> **Task instructions**: Looking at each line of the data below, tally those that contain the word "Catullo" and give only the total.

> **Available records**:
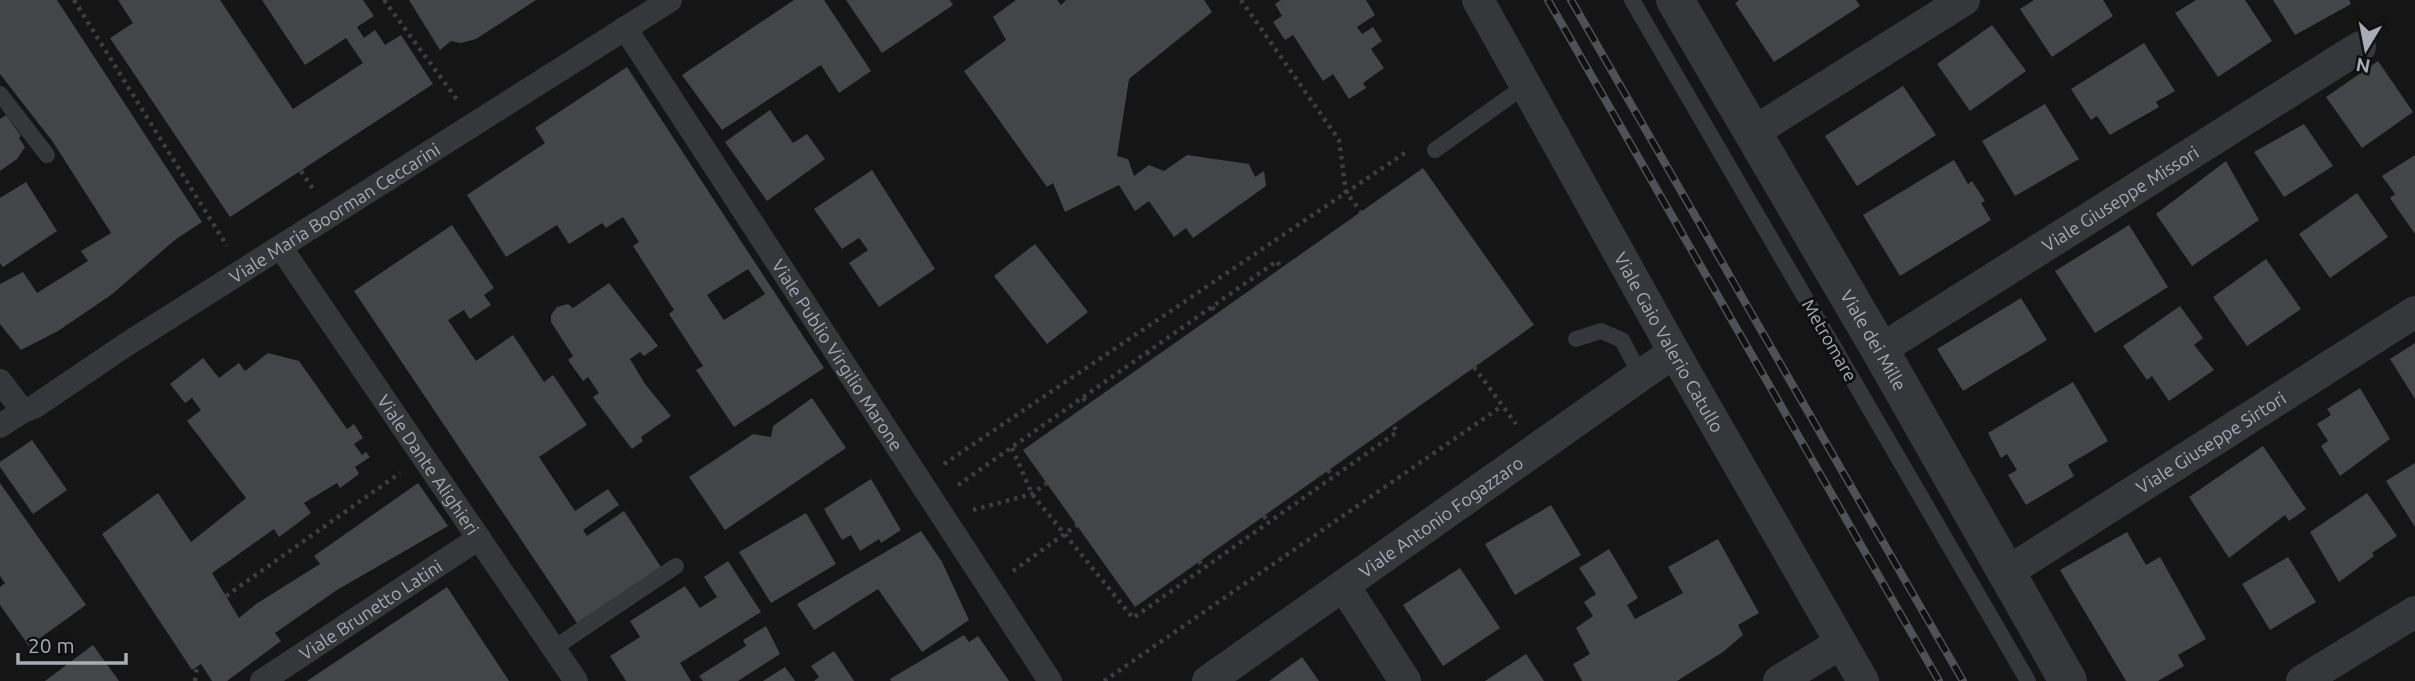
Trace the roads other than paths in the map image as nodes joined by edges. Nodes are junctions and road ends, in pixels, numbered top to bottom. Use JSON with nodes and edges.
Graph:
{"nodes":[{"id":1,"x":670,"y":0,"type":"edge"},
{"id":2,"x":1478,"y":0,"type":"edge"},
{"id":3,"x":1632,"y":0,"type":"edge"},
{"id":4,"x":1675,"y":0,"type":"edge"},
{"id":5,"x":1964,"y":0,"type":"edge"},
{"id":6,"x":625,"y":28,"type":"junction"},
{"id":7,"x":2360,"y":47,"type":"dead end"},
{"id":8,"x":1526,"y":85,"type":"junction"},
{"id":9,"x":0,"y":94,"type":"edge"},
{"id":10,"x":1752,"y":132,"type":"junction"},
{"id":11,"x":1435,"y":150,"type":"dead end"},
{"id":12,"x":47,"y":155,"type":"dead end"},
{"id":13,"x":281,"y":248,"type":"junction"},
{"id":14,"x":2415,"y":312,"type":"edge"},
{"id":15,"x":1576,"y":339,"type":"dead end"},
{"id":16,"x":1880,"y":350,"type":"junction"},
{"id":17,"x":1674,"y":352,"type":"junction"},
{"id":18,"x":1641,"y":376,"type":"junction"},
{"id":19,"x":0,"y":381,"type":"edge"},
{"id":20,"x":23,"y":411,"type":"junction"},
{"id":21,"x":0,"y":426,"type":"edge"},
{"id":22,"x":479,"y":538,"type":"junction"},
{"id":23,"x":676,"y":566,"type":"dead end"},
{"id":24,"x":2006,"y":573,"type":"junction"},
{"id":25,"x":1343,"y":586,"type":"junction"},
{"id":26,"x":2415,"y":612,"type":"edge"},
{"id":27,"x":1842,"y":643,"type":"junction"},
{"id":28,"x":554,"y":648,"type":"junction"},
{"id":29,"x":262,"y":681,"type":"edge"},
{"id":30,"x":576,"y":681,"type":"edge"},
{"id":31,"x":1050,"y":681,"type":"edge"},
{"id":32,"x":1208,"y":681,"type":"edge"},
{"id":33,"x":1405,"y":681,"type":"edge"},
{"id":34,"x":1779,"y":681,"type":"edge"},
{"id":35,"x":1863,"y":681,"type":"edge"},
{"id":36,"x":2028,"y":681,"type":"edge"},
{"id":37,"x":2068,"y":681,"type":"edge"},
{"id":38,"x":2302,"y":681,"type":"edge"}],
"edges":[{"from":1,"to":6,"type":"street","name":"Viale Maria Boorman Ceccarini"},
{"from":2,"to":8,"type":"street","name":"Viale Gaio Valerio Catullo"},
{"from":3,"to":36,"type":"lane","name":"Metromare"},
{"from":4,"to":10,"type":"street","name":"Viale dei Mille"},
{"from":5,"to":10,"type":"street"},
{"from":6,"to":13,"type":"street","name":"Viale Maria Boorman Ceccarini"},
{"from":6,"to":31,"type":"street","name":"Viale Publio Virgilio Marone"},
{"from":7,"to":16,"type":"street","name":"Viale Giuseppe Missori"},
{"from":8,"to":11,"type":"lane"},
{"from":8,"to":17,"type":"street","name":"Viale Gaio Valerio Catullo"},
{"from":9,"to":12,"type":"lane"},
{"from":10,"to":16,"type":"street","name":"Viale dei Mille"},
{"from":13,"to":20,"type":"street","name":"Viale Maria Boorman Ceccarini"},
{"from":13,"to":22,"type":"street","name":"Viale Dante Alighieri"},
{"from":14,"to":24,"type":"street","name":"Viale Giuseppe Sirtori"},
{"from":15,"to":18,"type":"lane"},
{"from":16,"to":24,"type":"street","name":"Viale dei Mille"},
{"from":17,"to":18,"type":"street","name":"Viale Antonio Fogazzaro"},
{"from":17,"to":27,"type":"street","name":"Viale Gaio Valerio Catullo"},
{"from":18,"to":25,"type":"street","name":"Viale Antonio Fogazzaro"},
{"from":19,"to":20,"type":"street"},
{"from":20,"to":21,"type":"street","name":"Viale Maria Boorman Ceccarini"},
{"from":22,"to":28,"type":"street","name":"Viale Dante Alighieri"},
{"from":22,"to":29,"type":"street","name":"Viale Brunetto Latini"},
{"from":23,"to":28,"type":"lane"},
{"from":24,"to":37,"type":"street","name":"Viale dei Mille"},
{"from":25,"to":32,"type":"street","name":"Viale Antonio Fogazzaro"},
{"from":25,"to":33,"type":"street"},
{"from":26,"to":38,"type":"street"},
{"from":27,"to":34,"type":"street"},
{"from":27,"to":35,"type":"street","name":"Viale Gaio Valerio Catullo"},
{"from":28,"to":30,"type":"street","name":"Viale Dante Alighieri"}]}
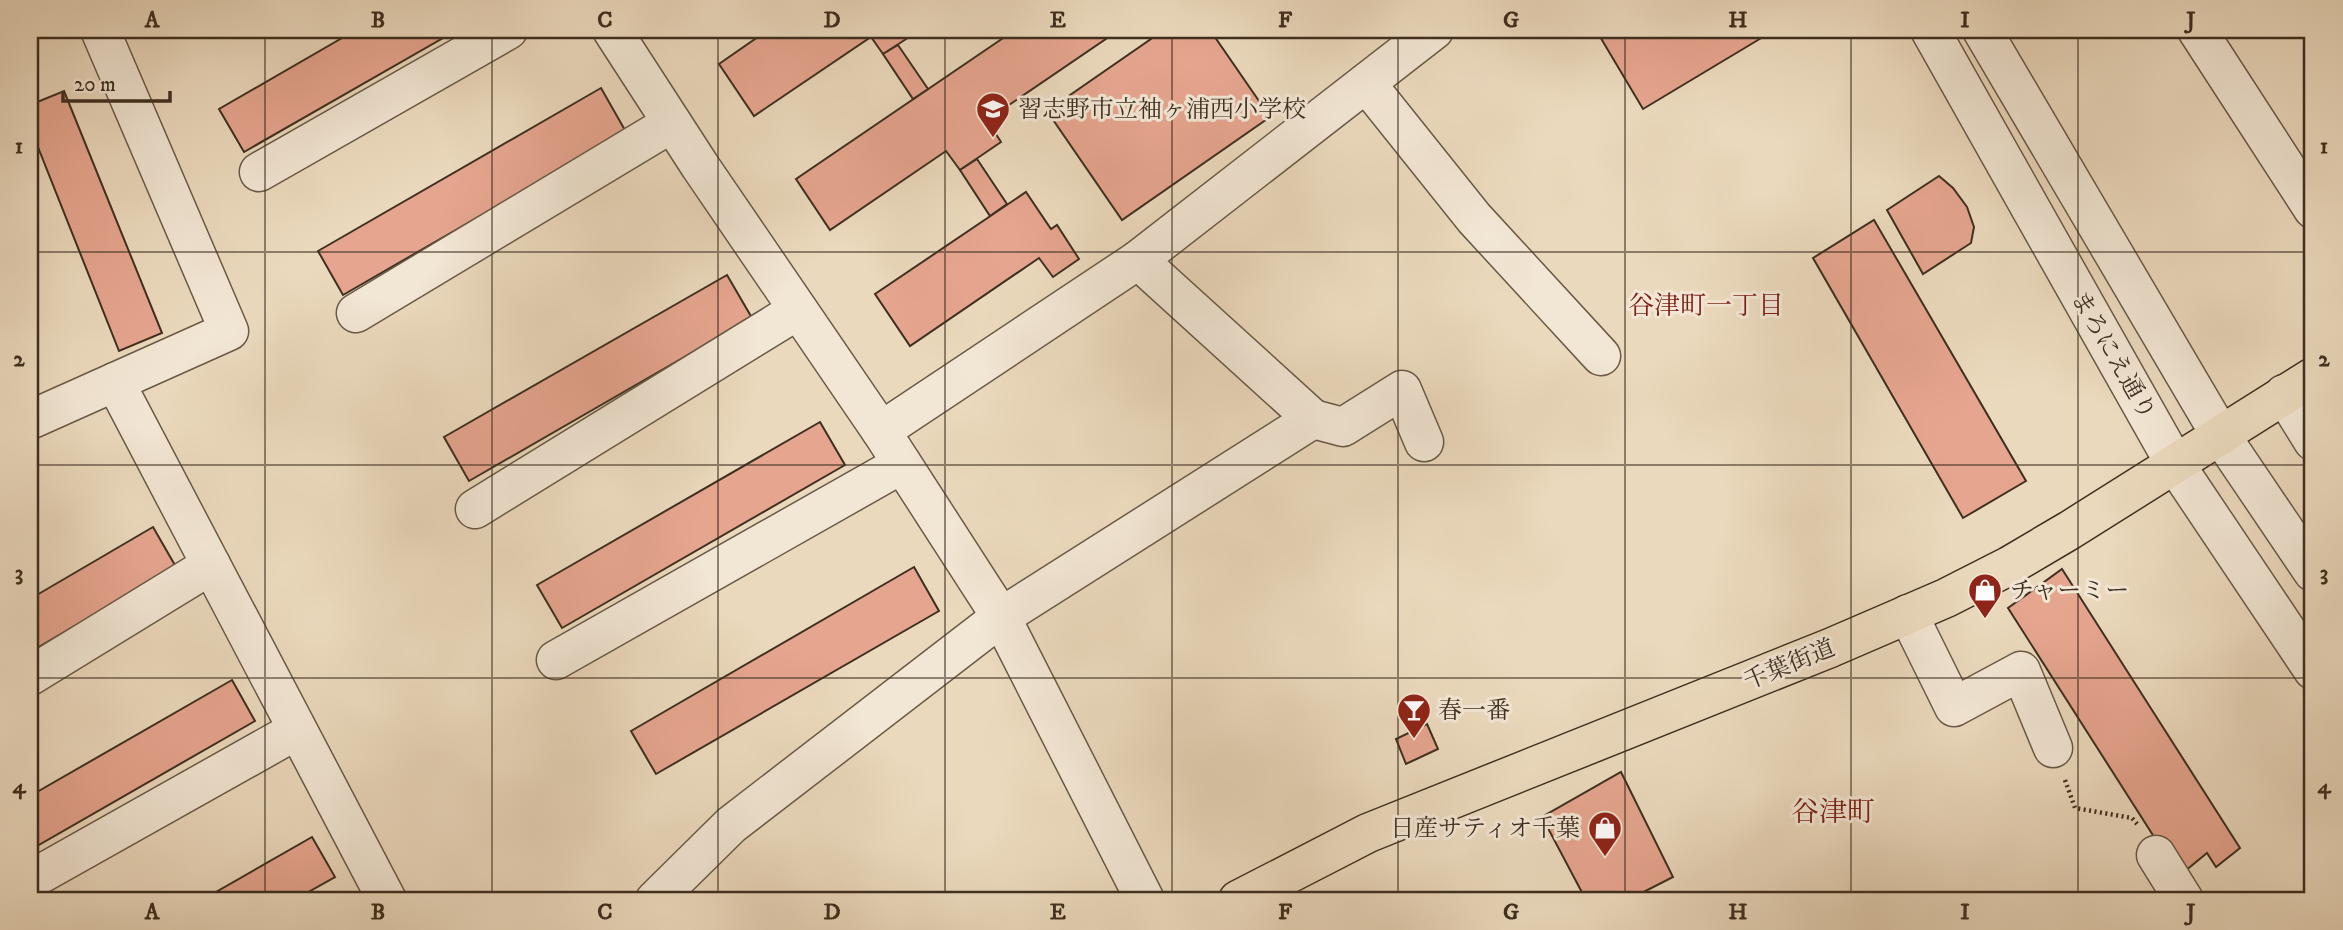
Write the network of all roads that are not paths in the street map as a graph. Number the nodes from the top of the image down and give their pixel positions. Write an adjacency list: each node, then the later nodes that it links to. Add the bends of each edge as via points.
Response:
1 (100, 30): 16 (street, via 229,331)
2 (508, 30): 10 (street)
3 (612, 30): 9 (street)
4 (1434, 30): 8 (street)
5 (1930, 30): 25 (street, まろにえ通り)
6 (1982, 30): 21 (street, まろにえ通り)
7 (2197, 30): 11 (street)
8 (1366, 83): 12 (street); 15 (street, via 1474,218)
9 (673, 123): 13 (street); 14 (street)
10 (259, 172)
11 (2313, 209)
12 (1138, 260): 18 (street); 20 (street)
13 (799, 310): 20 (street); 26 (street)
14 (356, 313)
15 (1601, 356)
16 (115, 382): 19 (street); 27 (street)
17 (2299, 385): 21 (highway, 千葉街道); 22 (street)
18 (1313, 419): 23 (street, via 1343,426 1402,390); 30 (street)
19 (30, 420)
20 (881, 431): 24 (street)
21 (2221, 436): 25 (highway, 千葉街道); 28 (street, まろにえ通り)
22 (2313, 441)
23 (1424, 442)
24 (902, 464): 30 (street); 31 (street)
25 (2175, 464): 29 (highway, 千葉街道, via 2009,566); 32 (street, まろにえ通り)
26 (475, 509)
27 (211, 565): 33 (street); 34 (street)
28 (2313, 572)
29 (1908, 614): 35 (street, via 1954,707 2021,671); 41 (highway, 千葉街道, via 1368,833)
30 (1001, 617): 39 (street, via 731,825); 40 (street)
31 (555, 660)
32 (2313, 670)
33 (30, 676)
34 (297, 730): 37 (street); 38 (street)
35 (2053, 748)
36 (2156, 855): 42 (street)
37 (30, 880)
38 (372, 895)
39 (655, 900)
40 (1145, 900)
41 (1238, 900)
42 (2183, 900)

> **Answer to this exercise**: 4